Keep every word of the entries and print them exactly; the pictures stay out.

------------------------------------------------------------

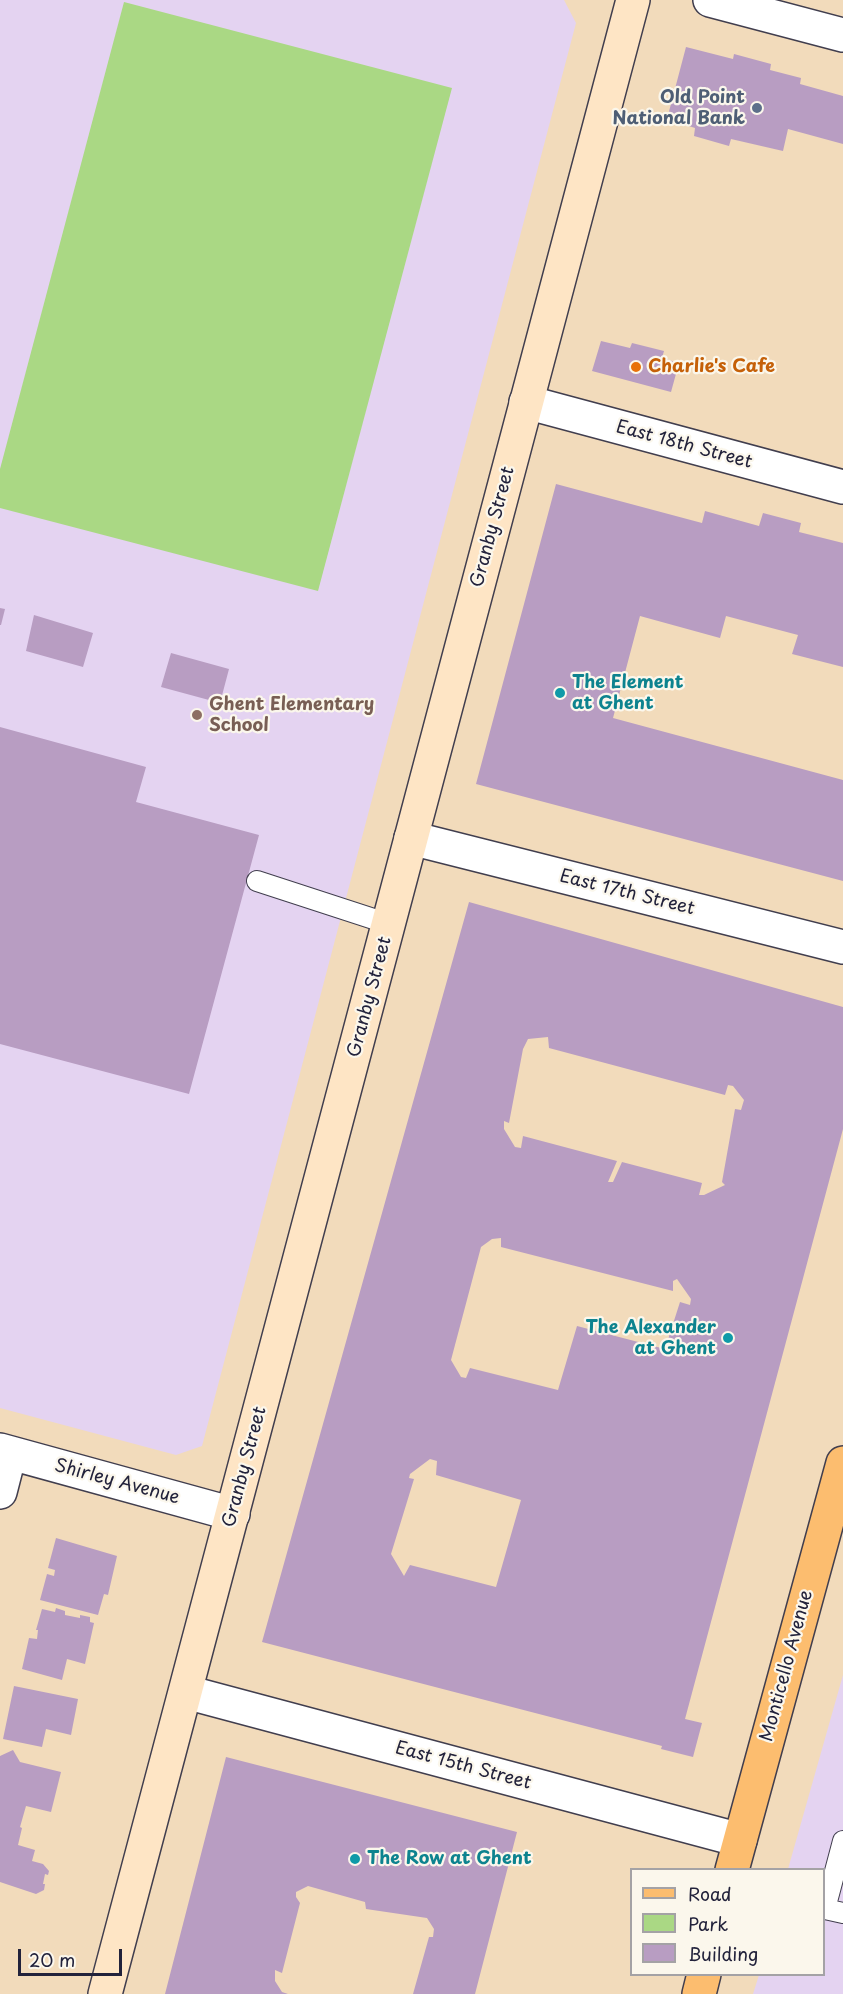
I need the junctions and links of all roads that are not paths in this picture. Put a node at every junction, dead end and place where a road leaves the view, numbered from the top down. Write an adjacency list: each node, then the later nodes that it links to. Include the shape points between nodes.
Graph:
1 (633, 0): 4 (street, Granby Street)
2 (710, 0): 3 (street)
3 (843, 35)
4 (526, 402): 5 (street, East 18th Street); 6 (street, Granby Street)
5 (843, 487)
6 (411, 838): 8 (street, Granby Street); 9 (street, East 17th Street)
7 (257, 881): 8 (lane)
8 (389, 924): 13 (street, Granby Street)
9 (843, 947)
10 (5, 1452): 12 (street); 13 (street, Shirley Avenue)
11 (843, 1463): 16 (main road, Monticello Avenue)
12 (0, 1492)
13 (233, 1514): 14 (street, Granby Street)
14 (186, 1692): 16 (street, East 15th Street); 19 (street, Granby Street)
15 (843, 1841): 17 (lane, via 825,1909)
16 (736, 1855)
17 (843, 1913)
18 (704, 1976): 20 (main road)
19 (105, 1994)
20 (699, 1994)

------------------------------------------------------------

- Solution for this task:
I need the junctions and links of all roads that are not paths in this picture. Put a node at every junction, dead end and place where a road leaves the view, numbered from the top down. Write an adjacency list: each node, then the later nodes that it links to. Include the shape points between nodes.
Graph:
1 (633, 0): 4 (street, Granby Street)
2 (710, 0): 3 (street)
3 (843, 35)
4 (526, 402): 5 (street, East 18th Street); 6 (street, Granby Street)
5 (843, 487)
6 (411, 838): 8 (street, Granby Street); 9 (street, East 17th Street)
7 (257, 881): 8 (lane)
8 (389, 924): 13 (street, Granby Street)
9 (843, 947)
10 (5, 1452): 12 (street); 13 (street, Shirley Avenue)
11 (843, 1463): 16 (main road, Monticello Avenue)
12 (0, 1492)
13 (233, 1514): 14 (street, Granby Street)
14 (186, 1692): 16 (street, East 15th Street); 19 (street, Granby Street)
15 (843, 1841): 17 (lane, via 825,1909)
16 (736, 1855)
17 (843, 1913)
18 (704, 1976): 20 (main road)
19 (105, 1994)
20 (699, 1994)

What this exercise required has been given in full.